Given entries section start
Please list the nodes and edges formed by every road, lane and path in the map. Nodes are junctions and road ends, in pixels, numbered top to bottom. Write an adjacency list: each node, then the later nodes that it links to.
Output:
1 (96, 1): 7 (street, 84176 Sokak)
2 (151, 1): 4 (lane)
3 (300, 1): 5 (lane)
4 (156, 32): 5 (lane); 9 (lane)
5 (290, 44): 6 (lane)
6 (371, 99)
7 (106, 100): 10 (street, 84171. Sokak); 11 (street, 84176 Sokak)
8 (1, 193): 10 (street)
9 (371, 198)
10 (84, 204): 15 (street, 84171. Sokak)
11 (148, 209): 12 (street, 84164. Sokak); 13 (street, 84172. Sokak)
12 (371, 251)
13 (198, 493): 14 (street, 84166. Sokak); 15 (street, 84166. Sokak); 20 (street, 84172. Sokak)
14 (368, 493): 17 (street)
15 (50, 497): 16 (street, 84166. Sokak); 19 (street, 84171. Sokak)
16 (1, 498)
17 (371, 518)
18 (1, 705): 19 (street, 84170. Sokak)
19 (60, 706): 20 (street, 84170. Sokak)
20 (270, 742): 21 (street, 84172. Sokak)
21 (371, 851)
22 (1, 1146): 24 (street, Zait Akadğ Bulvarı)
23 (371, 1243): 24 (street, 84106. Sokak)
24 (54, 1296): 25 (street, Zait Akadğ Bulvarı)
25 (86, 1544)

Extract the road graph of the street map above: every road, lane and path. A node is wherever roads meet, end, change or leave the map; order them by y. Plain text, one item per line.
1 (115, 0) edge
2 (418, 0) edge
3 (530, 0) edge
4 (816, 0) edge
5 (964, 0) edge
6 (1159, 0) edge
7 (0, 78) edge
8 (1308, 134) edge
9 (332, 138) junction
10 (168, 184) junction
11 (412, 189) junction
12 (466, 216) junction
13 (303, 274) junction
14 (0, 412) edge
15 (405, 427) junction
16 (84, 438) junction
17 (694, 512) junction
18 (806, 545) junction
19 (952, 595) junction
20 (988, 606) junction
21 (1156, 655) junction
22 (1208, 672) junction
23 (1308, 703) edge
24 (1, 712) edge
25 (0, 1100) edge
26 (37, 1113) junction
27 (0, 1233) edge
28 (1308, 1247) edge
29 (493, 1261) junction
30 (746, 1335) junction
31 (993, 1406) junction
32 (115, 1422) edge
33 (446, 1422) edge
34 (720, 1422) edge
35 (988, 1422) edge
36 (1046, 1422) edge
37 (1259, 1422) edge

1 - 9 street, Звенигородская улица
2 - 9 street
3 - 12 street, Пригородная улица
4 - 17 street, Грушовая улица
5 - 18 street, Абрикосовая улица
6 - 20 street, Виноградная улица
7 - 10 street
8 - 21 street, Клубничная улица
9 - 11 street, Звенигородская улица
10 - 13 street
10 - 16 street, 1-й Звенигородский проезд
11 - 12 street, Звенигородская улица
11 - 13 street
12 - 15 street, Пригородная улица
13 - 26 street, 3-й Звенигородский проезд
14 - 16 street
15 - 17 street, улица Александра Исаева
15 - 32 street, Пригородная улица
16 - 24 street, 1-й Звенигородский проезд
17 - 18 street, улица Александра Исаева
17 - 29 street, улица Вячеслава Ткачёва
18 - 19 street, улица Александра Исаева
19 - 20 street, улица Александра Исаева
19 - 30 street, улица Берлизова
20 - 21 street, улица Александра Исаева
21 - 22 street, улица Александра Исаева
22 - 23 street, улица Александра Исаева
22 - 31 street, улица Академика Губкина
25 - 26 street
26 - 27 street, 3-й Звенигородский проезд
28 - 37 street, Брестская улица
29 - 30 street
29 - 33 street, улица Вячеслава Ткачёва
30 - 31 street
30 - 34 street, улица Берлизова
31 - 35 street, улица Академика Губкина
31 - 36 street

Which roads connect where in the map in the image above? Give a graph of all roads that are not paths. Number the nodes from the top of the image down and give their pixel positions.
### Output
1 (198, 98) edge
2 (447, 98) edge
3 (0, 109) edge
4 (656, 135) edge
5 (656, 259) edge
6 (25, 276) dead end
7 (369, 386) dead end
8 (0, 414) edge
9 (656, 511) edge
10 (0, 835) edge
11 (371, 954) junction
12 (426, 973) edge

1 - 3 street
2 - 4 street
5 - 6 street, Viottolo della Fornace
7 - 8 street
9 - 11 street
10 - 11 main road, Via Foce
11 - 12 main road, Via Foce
Given entries section end
Your answer should be the full set of records, printed exactly.

Please list the nodes and edges formed by every road, lane and path in the map. Nodes are junctions and road ends, in pixels, numbered top to bottom. Write an adjacency list: each node, then the later nodes that it links to.
Output:
1 (96, 1): 7 (street, 84176 Sokak)
2 (151, 1): 4 (lane)
3 (300, 1): 5 (lane)
4 (156, 32): 5 (lane); 9 (lane)
5 (290, 44): 6 (lane)
6 (371, 99)
7 (106, 100): 10 (street, 84171. Sokak); 11 (street, 84176 Sokak)
8 (1, 193): 10 (street)
9 (371, 198)
10 (84, 204): 15 (street, 84171. Sokak)
11 (148, 209): 12 (street, 84164. Sokak); 13 (street, 84172. Sokak)
12 (371, 251)
13 (198, 493): 14 (street, 84166. Sokak); 15 (street, 84166. Sokak); 20 (street, 84172. Sokak)
14 (368, 493): 17 (street)
15 (50, 497): 16 (street, 84166. Sokak); 19 (street, 84171. Sokak)
16 (1, 498)
17 (371, 518)
18 (1, 705): 19 (street, 84170. Sokak)
19 (60, 706): 20 (street, 84170. Sokak)
20 (270, 742): 21 (street, 84172. Sokak)
21 (371, 851)
22 (1, 1146): 24 (street, Zait Akadğ Bulvarı)
23 (371, 1243): 24 (street, 84106. Sokak)
24 (54, 1296): 25 (street, Zait Akadğ Bulvarı)
25 (86, 1544)

Extract the road graph of the street map above: every road, lane and path. A node is wherever roads meet, end, change or leave the map; order them by y. Plain text, one item per line.
1 (115, 0) edge
2 (418, 0) edge
3 (530, 0) edge
4 (816, 0) edge
5 (964, 0) edge
6 (1159, 0) edge
7 (0, 78) edge
8 (1308, 134) edge
9 (332, 138) junction
10 (168, 184) junction
11 (412, 189) junction
12 (466, 216) junction
13 (303, 274) junction
14 (0, 412) edge
15 (405, 427) junction
16 (84, 438) junction
17 (694, 512) junction
18 (806, 545) junction
19 (952, 595) junction
20 (988, 606) junction
21 (1156, 655) junction
22 (1208, 672) junction
23 (1308, 703) edge
24 (1, 712) edge
25 (0, 1100) edge
26 (37, 1113) junction
27 (0, 1233) edge
28 (1308, 1247) edge
29 (493, 1261) junction
30 (746, 1335) junction
31 (993, 1406) junction
32 (115, 1422) edge
33 (446, 1422) edge
34 (720, 1422) edge
35 (988, 1422) edge
36 (1046, 1422) edge
37 (1259, 1422) edge

1 - 9 street, Звенигородская улица
2 - 9 street
3 - 12 street, Пригородная улица
4 - 17 street, Грушовая улица
5 - 18 street, Абрикосовая улица
6 - 20 street, Виноградная улица
7 - 10 street
8 - 21 street, Клубничная улица
9 - 11 street, Звенигородская улица
10 - 13 street
10 - 16 street, 1-й Звенигородский проезд
11 - 12 street, Звенигородская улица
11 - 13 street
12 - 15 street, Пригородная улица
13 - 26 street, 3-й Звенигородский проезд
14 - 16 street
15 - 17 street, улица Александра Исаева
15 - 32 street, Пригородная улица
16 - 24 street, 1-й Звенигородский проезд
17 - 18 street, улица Александра Исаева
17 - 29 street, улица Вячеслава Ткачёва
18 - 19 street, улица Александра Исаева
19 - 20 street, улица Александра Исаева
19 - 30 street, улица Берлизова
20 - 21 street, улица Александра Исаева
21 - 22 street, улица Александра Исаева
22 - 23 street, улица Александра Исаева
22 - 31 street, улица Академика Губкина
25 - 26 street
26 - 27 street, 3-й Звенигородский проезд
28 - 37 street, Брестская улица
29 - 30 street
29 - 33 street, улица Вячеслава Ткачёва
30 - 31 street
30 - 34 street, улица Берлизова
31 - 35 street, улица Академика Губкина
31 - 36 street

Which roads connect where in the map in the image above? Give a graph of all roads that are not paths. Number the nodes from the top of the image down and give their pixel positions.
### Output
1 (198, 98) edge
2 (447, 98) edge
3 (0, 109) edge
4 (656, 135) edge
5 (656, 259) edge
6 (25, 276) dead end
7 (369, 386) dead end
8 (0, 414) edge
9 (656, 511) edge
10 (0, 835) edge
11 (371, 954) junction
12 (426, 973) edge

1 - 3 street
2 - 4 street
5 - 6 street, Viottolo della Fornace
7 - 8 street
9 - 11 street
10 - 11 main road, Via Foce
11 - 12 main road, Via Foce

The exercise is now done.